Problem details: Please filter the data below down to the lines holding the string "thumb".
────────────────
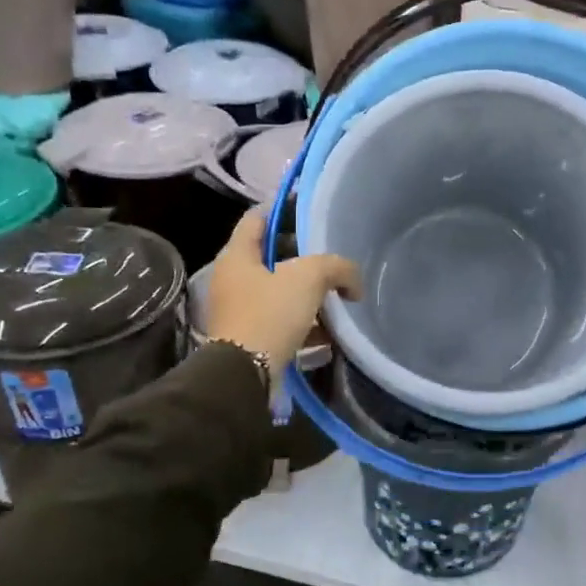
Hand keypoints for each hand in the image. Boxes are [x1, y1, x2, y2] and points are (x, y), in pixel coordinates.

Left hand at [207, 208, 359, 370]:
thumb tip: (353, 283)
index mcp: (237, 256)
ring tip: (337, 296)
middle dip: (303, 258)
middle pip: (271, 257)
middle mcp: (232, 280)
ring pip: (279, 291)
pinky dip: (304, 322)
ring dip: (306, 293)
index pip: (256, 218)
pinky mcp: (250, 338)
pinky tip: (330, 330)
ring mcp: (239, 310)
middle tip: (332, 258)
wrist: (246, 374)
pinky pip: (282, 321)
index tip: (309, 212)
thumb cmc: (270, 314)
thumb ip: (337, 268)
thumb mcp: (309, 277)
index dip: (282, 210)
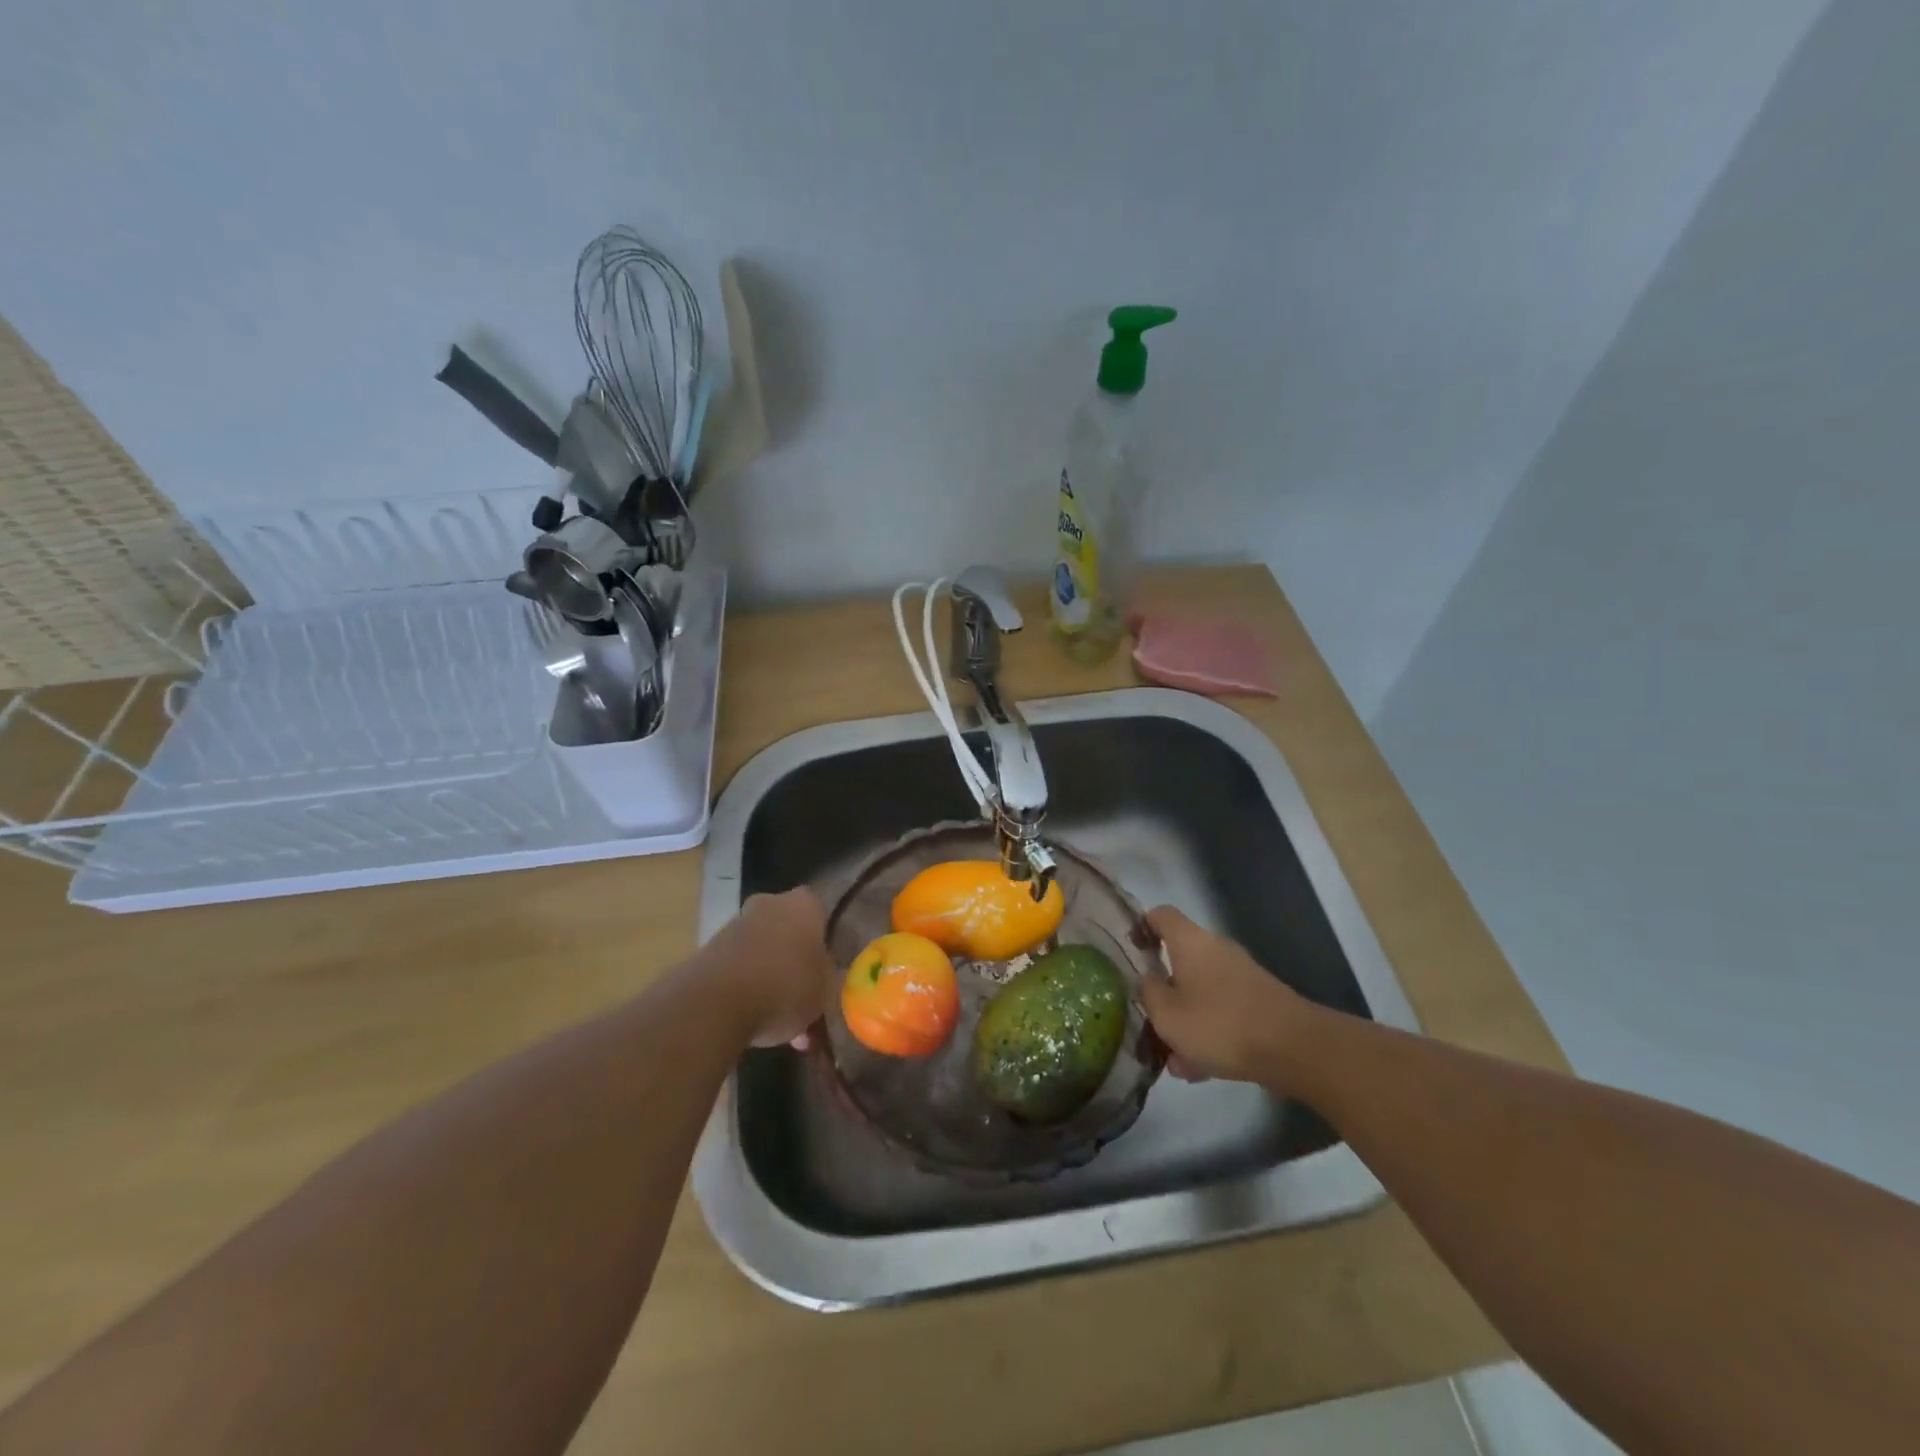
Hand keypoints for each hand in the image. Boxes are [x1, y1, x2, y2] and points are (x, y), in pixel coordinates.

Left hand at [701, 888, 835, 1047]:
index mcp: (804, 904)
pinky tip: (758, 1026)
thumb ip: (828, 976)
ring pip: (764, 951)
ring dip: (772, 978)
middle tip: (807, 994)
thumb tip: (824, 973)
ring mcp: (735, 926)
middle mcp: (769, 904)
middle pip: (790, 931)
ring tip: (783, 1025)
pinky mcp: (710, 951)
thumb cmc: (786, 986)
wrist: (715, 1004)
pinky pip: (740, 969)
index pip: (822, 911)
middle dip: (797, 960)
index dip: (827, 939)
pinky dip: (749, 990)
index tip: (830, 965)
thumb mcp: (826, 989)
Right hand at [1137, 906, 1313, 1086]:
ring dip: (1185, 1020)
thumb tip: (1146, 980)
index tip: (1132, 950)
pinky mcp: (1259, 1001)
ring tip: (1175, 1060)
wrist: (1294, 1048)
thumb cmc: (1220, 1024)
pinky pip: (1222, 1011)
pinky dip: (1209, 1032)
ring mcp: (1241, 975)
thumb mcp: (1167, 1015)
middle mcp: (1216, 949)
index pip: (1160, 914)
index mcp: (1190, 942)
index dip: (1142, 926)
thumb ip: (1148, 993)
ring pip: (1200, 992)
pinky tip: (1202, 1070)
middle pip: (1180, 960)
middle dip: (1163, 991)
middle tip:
────────────────
Answer to the exercise:
thumb tip: (353, 283)
thumb cmc: (270, 314)
thumb ip: (337, 268)
thumb mcp: (309, 277)
thumb ip: (828, 976)
thumb tip: (824, 973)
thumb cmc: (786, 986)
thumb mcp: (826, 989)
thumb tip: (1146, 980)
thumb cmc: (1220, 1024)
thumb mcp: (1167, 1015)
thumb ip: (1148, 993)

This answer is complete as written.